### THE RECORDS:

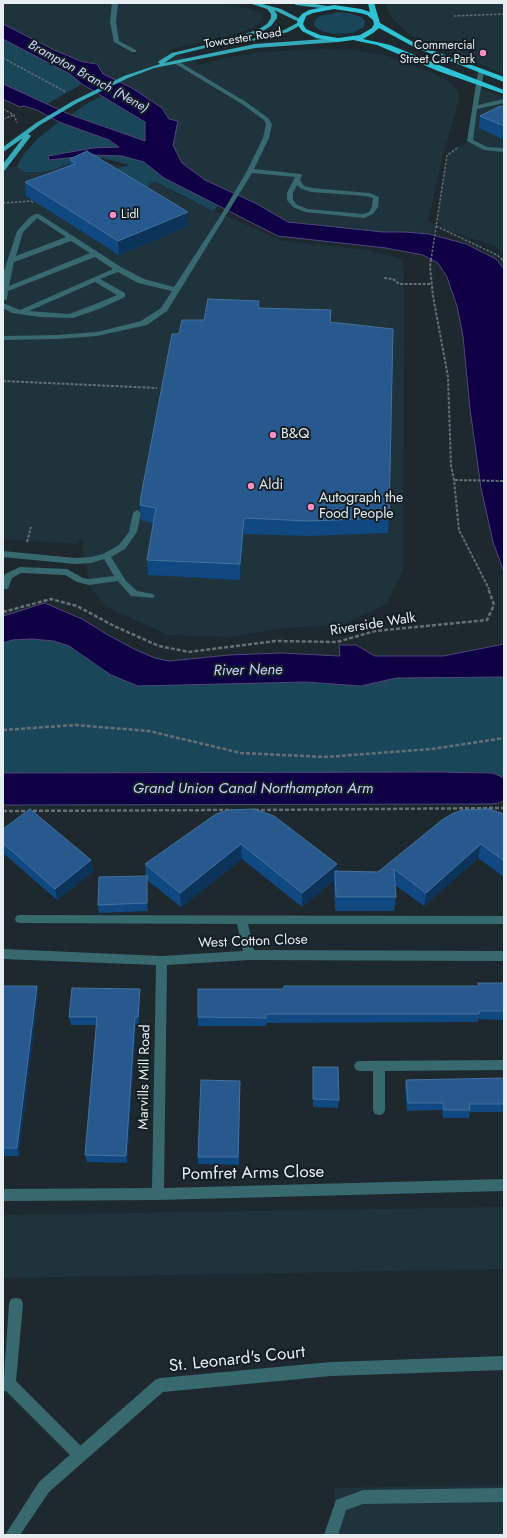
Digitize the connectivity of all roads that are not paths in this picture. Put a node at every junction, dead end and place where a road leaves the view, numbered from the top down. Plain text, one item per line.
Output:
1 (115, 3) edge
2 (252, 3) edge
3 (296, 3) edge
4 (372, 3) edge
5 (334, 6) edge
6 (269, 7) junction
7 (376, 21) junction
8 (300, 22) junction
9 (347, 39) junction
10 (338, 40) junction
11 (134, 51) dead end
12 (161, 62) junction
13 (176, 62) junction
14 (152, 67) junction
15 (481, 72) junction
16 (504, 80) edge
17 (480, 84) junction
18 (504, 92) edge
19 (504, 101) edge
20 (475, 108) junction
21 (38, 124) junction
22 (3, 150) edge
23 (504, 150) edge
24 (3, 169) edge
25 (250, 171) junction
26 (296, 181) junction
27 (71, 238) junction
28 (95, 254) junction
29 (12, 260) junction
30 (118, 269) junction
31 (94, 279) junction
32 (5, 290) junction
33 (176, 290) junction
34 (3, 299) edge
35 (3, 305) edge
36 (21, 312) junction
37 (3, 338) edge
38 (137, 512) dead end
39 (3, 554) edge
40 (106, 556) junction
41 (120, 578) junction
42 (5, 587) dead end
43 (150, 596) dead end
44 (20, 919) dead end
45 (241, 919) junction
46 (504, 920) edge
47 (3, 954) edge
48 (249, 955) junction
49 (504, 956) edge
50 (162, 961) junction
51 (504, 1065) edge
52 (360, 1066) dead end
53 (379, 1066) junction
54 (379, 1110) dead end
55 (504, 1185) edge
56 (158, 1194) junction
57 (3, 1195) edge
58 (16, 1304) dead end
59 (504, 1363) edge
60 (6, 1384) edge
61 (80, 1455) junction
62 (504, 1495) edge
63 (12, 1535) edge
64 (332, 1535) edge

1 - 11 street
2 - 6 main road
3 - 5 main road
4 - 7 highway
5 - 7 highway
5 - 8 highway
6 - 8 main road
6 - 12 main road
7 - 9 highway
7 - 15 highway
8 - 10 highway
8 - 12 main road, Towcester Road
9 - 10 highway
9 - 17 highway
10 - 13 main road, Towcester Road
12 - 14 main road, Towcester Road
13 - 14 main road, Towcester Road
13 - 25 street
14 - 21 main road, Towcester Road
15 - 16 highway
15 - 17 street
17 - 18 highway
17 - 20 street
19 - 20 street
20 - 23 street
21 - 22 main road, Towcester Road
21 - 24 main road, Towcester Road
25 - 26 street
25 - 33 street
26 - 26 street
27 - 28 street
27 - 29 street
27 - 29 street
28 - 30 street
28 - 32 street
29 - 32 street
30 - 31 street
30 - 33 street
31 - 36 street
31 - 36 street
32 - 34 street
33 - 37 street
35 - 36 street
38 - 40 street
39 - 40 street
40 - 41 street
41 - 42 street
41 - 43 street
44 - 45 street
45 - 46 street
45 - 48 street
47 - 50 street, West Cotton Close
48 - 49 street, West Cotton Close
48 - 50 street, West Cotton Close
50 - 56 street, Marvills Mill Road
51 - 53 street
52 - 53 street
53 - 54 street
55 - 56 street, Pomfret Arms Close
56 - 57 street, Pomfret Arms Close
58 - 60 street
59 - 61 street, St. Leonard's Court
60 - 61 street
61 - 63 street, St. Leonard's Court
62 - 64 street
---
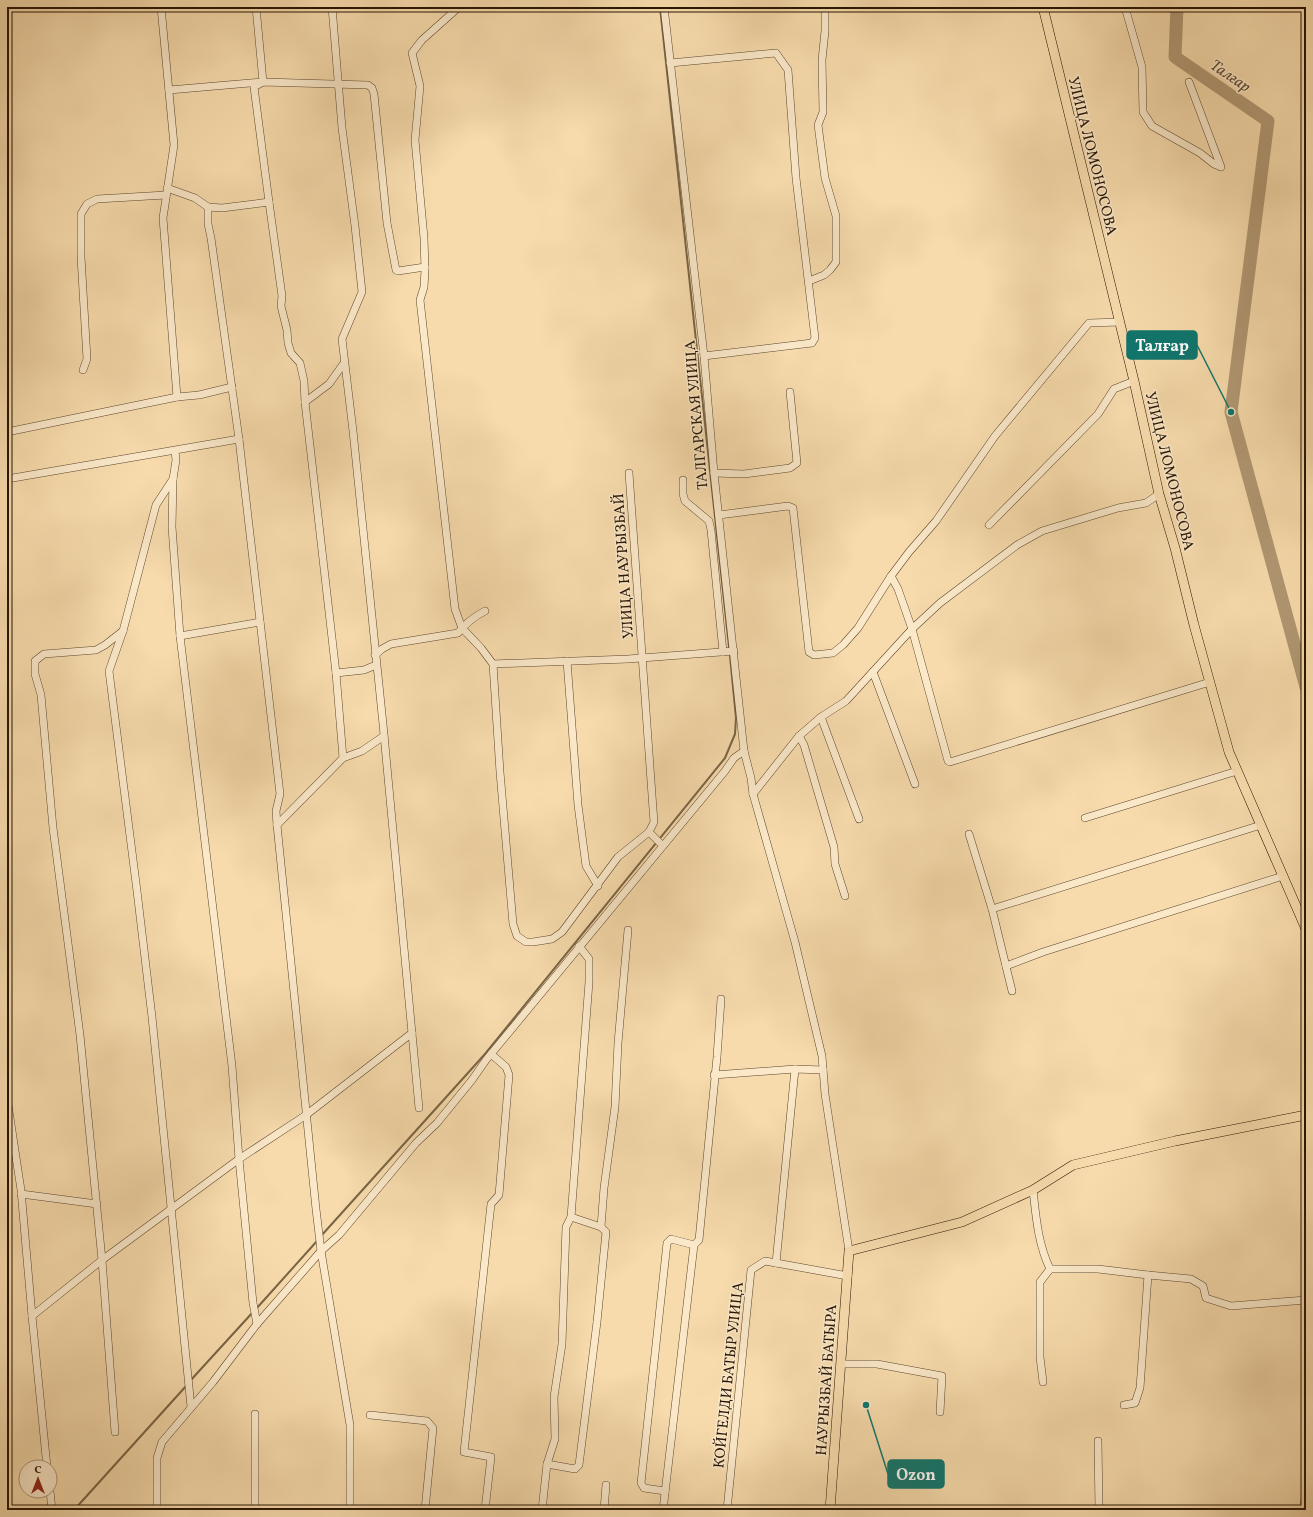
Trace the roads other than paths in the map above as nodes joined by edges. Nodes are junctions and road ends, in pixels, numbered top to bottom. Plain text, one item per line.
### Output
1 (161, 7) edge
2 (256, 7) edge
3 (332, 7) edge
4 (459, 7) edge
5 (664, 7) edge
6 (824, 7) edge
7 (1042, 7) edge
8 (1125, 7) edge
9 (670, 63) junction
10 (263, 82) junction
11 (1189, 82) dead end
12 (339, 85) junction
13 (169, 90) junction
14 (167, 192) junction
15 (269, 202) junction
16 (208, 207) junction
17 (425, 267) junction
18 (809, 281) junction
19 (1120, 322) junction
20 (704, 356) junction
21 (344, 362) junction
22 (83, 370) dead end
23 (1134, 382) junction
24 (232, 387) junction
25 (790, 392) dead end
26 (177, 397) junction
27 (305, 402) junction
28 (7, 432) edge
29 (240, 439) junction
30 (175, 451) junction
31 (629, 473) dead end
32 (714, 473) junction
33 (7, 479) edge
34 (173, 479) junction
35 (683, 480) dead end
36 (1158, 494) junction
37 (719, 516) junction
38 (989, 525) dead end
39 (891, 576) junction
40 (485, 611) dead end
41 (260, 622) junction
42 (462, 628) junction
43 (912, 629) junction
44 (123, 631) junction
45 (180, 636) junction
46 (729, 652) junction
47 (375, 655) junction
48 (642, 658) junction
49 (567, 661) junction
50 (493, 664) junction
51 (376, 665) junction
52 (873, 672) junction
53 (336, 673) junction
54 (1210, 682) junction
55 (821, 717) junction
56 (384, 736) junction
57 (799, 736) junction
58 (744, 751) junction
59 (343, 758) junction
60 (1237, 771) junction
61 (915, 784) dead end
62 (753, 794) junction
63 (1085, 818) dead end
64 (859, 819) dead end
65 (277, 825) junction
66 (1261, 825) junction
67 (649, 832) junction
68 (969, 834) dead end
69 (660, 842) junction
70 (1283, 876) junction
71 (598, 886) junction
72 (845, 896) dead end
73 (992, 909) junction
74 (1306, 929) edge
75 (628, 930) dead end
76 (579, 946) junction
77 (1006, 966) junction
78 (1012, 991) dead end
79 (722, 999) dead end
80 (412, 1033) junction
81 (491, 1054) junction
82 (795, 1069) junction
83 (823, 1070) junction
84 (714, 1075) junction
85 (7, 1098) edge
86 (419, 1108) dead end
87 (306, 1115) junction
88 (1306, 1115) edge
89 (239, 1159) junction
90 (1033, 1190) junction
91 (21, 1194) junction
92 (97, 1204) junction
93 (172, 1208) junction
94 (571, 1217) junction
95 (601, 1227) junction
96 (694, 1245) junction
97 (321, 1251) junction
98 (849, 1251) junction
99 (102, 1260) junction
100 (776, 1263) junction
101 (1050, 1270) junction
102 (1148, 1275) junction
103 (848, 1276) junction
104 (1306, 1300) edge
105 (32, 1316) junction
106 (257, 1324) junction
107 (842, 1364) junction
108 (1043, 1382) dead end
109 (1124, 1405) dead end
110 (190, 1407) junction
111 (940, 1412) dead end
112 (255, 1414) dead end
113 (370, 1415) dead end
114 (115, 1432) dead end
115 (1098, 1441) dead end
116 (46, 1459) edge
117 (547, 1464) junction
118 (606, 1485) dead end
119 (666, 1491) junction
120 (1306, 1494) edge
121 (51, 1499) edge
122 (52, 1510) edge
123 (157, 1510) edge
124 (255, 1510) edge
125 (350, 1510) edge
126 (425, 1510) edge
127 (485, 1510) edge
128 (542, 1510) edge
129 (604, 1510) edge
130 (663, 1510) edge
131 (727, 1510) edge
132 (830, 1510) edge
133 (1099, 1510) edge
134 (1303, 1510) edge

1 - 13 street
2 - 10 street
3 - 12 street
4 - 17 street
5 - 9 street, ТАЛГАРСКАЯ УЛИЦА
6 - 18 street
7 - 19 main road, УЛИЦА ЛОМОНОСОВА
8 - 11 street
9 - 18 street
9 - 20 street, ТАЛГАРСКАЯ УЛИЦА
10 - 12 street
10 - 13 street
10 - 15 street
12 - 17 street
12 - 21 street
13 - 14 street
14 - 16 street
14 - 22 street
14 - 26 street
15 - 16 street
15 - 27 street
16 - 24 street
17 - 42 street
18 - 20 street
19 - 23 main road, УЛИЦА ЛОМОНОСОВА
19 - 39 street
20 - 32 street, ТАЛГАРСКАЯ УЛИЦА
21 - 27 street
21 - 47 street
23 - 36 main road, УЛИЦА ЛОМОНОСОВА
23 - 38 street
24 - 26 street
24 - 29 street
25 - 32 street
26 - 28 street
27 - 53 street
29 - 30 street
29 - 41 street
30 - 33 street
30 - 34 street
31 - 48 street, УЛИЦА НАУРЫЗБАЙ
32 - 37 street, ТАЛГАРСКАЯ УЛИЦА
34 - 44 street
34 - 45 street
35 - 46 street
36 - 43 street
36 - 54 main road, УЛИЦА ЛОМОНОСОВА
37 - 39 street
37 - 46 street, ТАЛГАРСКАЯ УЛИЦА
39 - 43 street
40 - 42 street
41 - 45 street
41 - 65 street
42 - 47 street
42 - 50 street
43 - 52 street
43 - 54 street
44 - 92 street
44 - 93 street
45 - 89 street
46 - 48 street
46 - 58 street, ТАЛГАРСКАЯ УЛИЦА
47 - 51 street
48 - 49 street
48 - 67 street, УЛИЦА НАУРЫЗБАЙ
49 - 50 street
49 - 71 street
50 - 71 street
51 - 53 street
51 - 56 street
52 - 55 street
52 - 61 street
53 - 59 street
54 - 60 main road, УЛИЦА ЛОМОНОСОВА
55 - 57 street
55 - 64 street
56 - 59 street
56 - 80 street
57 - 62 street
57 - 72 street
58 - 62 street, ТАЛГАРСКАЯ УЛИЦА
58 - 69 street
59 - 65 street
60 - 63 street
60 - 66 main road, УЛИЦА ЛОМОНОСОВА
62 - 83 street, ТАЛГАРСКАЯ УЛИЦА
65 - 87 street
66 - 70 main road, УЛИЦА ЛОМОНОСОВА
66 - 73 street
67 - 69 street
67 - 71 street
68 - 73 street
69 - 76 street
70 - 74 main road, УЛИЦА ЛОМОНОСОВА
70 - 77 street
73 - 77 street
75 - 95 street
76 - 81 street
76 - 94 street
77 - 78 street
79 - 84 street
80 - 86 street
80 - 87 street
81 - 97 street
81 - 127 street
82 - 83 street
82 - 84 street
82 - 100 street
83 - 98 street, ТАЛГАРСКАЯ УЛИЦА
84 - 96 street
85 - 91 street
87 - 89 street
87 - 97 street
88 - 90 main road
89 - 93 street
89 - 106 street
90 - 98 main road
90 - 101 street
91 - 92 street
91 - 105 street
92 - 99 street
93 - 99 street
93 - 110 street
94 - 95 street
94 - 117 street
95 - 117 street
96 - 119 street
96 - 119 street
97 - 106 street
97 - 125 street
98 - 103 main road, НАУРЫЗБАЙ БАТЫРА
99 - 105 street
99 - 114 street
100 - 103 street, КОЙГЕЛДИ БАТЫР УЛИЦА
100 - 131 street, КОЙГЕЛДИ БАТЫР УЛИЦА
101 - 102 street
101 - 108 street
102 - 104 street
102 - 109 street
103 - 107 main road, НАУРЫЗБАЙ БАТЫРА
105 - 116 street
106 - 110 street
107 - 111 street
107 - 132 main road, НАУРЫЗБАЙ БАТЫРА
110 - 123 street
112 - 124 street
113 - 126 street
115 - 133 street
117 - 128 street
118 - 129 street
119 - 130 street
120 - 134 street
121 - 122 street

### ACTION ITEM:
Of all the lines in the data, count those that contain "Towcester" and give that figure with nothing else.

### ANSWER SPACE:
7